A valuable collection of Roger Casement memorabilia has been presented to UCD by Dr Carl Boehm of Cologne. He handed over 16 letters, photographs and commemorative medals to the UCD Archives Department, fulfilling a last wish of his father, Captain Hans Boehm, who had acted as interpreter between Roger Casement and the German authorities in 1915 when the Irish patriot was attempting to form an Irish Brigade from Irish POWs in Limburg.
The letters show Casement's clear frustration at not receiving the level of cooperation he wanted from the Germans in this matter. In one he is inadvertently prophetic about his own death, which occurred a little over a year later when he had returned to Ireland in a German submarine but was subsequently captured by the British and hanged.
Carl Boehm served as a squadron leader in the Second World War, and after being shot down and injured he was assigned as Air Attache to Dublin.

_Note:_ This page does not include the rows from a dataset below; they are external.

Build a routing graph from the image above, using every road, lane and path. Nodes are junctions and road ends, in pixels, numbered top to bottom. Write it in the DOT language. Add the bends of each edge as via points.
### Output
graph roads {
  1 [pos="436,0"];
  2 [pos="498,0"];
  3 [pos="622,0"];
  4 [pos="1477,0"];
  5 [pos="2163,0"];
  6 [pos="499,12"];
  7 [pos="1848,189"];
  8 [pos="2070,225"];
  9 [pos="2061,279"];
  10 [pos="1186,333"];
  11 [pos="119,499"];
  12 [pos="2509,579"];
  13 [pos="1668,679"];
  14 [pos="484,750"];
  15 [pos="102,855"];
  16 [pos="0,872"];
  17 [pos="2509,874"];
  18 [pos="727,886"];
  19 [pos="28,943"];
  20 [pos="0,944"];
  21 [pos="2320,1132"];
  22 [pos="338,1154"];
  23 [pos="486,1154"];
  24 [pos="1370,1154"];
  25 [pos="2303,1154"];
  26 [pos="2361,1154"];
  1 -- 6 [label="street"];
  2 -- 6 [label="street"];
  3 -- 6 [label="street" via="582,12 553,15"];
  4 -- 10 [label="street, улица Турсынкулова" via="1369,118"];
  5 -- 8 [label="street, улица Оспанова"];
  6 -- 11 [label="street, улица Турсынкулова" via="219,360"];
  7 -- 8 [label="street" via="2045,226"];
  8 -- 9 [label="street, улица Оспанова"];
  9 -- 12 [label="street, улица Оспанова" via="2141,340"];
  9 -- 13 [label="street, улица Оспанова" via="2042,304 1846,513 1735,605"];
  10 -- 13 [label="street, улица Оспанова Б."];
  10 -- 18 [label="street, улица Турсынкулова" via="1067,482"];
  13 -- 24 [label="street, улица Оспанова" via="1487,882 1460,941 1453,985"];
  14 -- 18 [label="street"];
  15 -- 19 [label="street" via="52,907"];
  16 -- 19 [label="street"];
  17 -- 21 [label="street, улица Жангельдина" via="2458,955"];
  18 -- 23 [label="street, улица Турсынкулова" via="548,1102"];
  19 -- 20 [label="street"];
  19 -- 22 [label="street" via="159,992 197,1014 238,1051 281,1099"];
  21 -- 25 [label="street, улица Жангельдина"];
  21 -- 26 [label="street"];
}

But as he was waiting for his flight to Dublin on Christmas Eve, 1940, on a civilian Lufthansa Junkers plane, the proposed landing was refused permission personally by Mr DeValera on the grounds that the plane was 'war suspicious' because it was of a type also used by the Luftwaffe.
Dr Boehm was afterwards assigned to the German High Command and eventually participated in the surrender of Germany as an interpreter. At 85 he is the only surviving member of the delegation which signed the surrender.
He recalls that it was an act performed twice . . . once with General Eisenhower and the following day with Marshal Zhukov of the Soviet Union.
Among the memorabilia presented to UCD is a handwritten letter from a British minister, authorising a £5,000 reward for Casement's capture. There is also a photograph of Casement signed by himself, and photographs of the POW camp at Limburg, where the Irish prisoners in World War 1 were incarcerated.
Accepting what he termed a 'generous and significant' donation, the President, Dr Cosgrove, said the items made a splendid addition to the collection of papers relating to Irish History which had been built up in the Archives Department.